### What the task requires
Among the entries below, find the lines with "PEDROSO" and copy them.

Segment Start: Entries shown

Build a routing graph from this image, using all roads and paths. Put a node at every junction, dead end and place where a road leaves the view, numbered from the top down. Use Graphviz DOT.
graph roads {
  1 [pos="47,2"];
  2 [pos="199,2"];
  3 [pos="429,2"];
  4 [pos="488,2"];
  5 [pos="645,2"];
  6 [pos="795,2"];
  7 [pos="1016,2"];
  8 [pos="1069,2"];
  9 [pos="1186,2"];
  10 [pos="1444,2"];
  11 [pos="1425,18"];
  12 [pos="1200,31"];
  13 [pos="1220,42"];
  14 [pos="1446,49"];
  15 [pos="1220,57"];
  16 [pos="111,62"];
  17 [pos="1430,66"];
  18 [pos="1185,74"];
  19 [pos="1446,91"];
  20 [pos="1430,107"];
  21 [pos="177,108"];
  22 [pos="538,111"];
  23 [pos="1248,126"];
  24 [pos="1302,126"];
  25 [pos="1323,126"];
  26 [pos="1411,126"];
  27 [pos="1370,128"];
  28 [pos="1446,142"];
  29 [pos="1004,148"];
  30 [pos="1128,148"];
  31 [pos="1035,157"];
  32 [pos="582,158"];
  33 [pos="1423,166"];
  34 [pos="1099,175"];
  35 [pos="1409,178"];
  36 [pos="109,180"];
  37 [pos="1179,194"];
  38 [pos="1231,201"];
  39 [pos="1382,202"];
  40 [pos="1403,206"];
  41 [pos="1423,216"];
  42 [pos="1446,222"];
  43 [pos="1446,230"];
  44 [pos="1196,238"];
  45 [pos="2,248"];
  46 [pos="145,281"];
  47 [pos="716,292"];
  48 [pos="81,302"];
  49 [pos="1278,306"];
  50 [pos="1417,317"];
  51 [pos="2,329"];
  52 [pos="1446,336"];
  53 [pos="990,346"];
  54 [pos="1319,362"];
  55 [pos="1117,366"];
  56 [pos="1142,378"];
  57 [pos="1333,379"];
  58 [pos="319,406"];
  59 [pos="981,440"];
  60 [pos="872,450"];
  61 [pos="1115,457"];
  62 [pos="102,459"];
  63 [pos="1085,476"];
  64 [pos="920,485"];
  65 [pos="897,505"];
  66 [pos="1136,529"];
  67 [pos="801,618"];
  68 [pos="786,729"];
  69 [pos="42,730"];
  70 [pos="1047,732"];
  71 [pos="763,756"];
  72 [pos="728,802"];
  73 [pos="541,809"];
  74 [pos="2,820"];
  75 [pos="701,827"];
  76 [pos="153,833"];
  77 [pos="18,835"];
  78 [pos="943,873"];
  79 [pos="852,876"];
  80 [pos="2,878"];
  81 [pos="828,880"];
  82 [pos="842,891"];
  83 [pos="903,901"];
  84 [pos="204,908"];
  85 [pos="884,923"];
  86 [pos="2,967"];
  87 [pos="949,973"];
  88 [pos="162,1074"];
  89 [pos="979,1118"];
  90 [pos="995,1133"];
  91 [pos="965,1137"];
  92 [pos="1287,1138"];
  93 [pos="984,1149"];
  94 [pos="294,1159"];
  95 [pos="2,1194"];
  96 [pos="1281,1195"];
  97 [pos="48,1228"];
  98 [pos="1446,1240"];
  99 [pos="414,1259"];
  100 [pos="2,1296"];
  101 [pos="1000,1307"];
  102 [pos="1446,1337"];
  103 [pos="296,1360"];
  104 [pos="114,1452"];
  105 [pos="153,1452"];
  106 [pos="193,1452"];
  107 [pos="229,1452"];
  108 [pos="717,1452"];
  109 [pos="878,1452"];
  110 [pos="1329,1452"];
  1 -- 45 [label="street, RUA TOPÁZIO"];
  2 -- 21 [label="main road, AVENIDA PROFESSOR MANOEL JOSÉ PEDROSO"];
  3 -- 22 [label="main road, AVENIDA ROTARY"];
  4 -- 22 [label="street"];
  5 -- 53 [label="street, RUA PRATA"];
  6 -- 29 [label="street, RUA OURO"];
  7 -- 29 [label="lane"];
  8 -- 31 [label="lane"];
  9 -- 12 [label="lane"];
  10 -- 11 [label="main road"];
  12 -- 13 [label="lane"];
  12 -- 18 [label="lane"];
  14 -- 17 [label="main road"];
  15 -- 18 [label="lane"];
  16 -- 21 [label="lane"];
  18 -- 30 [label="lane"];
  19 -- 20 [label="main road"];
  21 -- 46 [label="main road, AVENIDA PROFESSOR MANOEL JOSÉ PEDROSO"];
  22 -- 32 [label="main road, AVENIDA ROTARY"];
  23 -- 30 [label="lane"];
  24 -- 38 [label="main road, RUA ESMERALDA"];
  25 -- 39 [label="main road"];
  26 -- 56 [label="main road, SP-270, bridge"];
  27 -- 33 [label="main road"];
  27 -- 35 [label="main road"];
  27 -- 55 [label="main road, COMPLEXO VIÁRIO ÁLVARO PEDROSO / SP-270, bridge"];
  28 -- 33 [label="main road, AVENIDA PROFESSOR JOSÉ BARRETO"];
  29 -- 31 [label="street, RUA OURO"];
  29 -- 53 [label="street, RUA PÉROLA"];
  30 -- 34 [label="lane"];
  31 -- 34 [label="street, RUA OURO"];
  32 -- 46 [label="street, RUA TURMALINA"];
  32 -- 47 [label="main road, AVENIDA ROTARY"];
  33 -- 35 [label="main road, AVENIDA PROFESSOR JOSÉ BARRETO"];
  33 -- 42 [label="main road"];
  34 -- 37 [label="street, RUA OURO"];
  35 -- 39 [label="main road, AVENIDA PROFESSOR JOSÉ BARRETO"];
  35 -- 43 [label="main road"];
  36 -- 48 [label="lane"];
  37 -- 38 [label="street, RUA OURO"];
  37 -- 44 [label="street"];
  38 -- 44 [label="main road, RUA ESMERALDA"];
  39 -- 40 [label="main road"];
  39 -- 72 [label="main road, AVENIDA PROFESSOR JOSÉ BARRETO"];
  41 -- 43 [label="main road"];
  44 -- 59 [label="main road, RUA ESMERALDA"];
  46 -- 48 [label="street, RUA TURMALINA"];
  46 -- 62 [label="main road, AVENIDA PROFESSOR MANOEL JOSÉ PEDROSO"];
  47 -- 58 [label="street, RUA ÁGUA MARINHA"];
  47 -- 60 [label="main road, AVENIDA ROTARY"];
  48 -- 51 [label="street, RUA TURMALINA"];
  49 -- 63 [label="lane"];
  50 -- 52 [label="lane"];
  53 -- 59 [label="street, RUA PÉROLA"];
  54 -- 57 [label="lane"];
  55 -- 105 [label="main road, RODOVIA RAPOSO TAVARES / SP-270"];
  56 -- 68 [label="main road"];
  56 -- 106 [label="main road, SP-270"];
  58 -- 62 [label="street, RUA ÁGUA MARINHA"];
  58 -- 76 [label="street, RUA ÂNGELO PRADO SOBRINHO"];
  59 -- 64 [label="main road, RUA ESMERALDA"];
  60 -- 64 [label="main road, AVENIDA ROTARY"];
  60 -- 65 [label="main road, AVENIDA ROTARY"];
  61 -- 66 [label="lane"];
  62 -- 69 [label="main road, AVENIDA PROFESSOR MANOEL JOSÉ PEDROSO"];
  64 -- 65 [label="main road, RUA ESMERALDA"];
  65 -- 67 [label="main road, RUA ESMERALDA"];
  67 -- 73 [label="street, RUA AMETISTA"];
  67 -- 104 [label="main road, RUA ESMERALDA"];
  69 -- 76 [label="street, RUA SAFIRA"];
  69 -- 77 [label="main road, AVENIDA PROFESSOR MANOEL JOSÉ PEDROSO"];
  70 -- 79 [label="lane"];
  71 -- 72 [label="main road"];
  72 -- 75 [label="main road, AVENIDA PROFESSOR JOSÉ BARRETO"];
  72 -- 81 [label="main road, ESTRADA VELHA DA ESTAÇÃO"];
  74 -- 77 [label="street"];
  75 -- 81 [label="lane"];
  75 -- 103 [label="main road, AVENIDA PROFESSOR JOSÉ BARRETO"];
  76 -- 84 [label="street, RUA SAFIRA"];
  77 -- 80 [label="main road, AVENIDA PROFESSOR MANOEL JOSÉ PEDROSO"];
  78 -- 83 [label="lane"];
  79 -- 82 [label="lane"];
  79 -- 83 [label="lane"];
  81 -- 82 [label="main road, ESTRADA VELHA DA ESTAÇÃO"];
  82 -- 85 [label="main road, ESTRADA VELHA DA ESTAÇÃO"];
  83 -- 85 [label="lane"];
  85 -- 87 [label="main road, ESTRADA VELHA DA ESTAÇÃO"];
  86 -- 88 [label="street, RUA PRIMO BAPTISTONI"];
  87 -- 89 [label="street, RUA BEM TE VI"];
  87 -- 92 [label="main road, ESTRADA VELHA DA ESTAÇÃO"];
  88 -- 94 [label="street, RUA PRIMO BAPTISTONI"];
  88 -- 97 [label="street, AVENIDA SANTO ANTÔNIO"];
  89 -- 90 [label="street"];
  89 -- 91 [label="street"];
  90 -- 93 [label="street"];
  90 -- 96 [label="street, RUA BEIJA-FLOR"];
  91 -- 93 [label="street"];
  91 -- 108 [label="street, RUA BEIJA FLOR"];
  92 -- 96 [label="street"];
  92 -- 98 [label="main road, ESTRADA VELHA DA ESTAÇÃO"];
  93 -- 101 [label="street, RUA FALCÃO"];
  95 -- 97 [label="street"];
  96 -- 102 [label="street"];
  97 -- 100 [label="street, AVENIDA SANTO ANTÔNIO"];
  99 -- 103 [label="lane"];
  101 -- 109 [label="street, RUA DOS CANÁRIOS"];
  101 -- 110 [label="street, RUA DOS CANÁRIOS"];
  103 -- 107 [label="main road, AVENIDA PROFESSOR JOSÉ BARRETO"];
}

Segment End: Entries shown

### Answer for this exercise
  2 -- 21 [label="main road, AVENIDA PROFESSOR MANOEL JOSÉ PEDROSO"];
  21 -- 46 [label="main road, AVENIDA PROFESSOR MANOEL JOSÉ PEDROSO"];
  27 -- 55 [label="main road, COMPLEXO VIÁRIO ÁLVARO PEDROSO / SP-270, bridge"];
  46 -- 62 [label="main road, AVENIDA PROFESSOR MANOEL JOSÉ PEDROSO"];
  62 -- 69 [label="main road, AVENIDA PROFESSOR MANOEL JOSÉ PEDROSO"];
  69 -- 77 [label="main road, AVENIDA PROFESSOR MANOEL JOSÉ PEDROSO"];
  77 -- 80 [label="main road, AVENIDA PROFESSOR MANOEL JOSÉ PEDROSO"];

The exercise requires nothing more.